**Work request**
Apart from the pictures, every entry must be retyped exactly.

**Records provided**

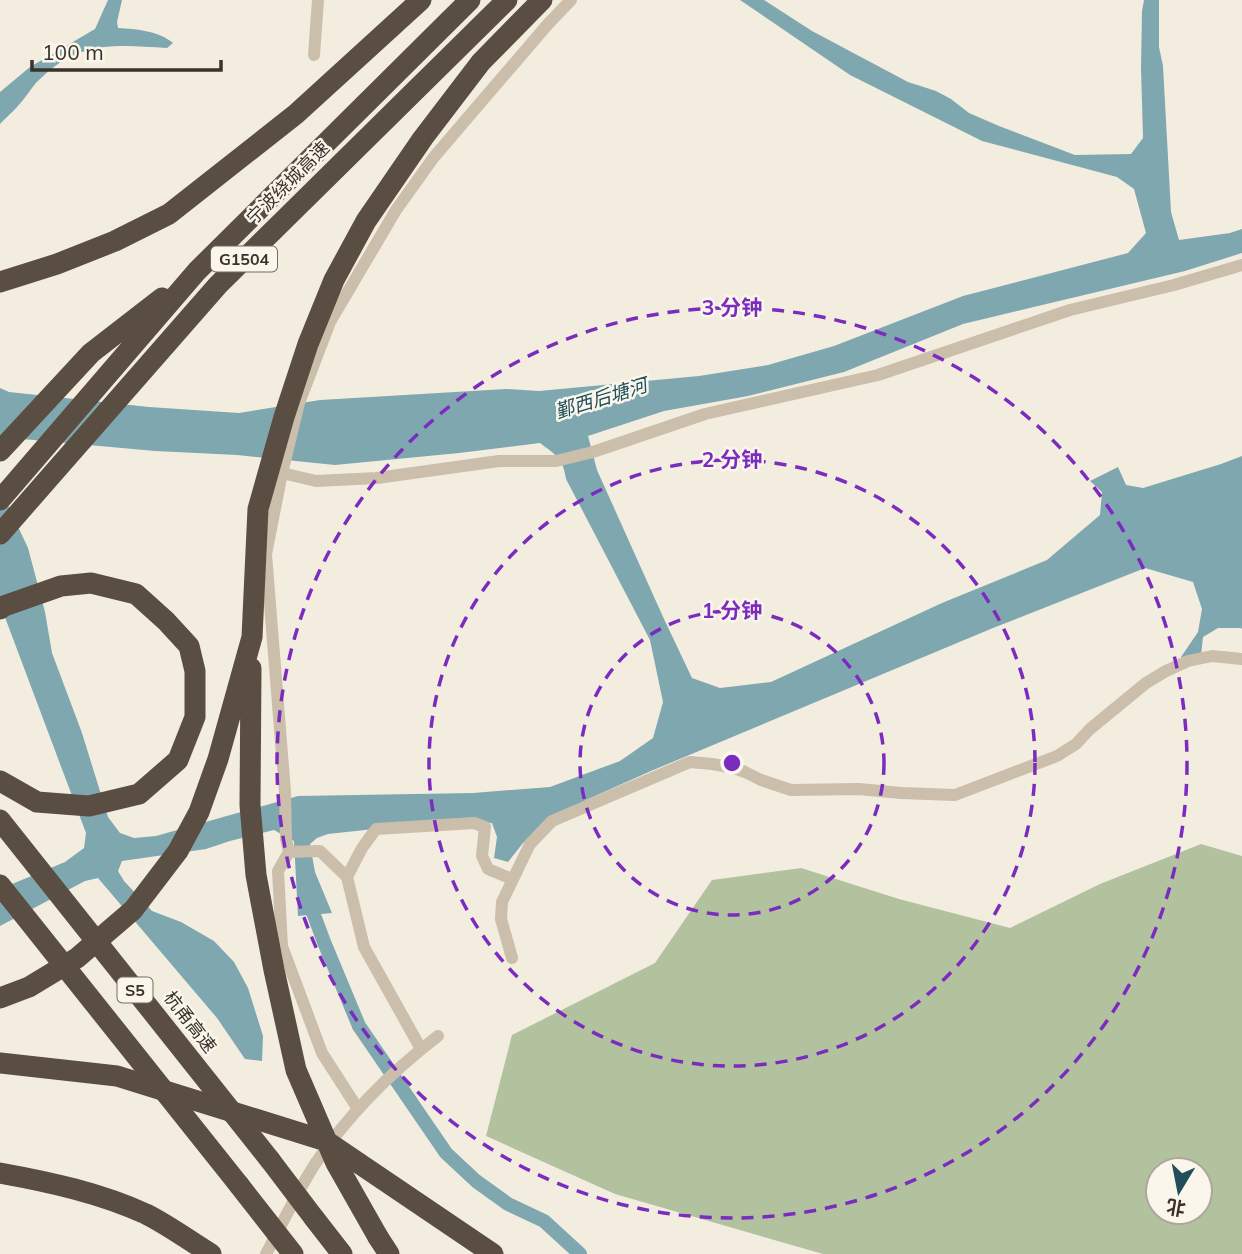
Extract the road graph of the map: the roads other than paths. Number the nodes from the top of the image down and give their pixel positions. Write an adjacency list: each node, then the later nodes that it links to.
1 (318, 0): 7 (street)
2 (421, 0): 10 (highway)
3 (470, 0): 9 (highway, 宁波绕城高速 / G1504)
4 (507, 0): 14 (highway, 宁波绕城高速 / G1504)
5 (542, 0): 16 (highway, bridge)
6 (571, 0): 12 (street)
7 (314, 55)
8 (1242, 265): 12 (street)
9 (197, 271): 11 (highway); 13 (highway, 宁波绕城高速 / G1504)
10 (0, 282)
11 (0, 451)
12 (282, 473): 20 (street)
13 (0, 500)
14 (0, 534)
15 (0, 609): 18 (highway)
16 (252, 637): 25 (highway, bridge); 31 (highway, bridge)
17 (1242, 659): 22 (street)
18 (0, 781)
19 (0, 820): 35 (highway, 杭甬高速 / S5, bridge)
20 (287, 846): 21 (street); 29 (street)
21 (347, 877): 22 (street); 27 (street)
22 (512, 879): 24 (street)
23 (0, 885): 34 (highway, S5, bridge)
24 (512, 958)
25 (0, 998)
26 (438, 1036): 27 (street)
27 (417, 1052): 29 (street)
28 (0, 1063): 36 (highway, bridge)
29 (358, 1109): 33 (street)
30 (0, 1173): 32 (highway)
31 (384, 1245)
32 (211, 1254)
33 (266, 1254)
34 (293, 1254)
35 (342, 1254)
36 (494, 1254)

**Solution**
Extract the road graph of the map: the roads other than paths. Number the nodes from the top of the image down and give their pixel positions. Write an adjacency list: each node, then the later nodes that it links to.
1 (318, 0): 7 (street)
2 (421, 0): 10 (highway)
3 (470, 0): 9 (highway, 宁波绕城高速 / G1504)
4 (507, 0): 14 (highway, 宁波绕城高速 / G1504)
5 (542, 0): 16 (highway, bridge)
6 (571, 0): 12 (street)
7 (314, 55)
8 (1242, 265): 12 (street)
9 (197, 271): 11 (highway); 13 (highway, 宁波绕城高速 / G1504)
10 (0, 282)
11 (0, 451)
12 (282, 473): 20 (street)
13 (0, 500)
14 (0, 534)
15 (0, 609): 18 (highway)
16 (252, 637): 25 (highway, bridge); 31 (highway, bridge)
17 (1242, 659): 22 (street)
18 (0, 781)
19 (0, 820): 35 (highway, 杭甬高速 / S5, bridge)
20 (287, 846): 21 (street); 29 (street)
21 (347, 877): 22 (street); 27 (street)
22 (512, 879): 24 (street)
23 (0, 885): 34 (highway, S5, bridge)
24 (512, 958)
25 (0, 998)
26 (438, 1036): 27 (street)
27 (417, 1052): 29 (street)
28 (0, 1063): 36 (highway, bridge)
29 (358, 1109): 33 (street)
30 (0, 1173): 32 (highway)
31 (384, 1245)
32 (211, 1254)
33 (266, 1254)
34 (293, 1254)
35 (342, 1254)
36 (494, 1254)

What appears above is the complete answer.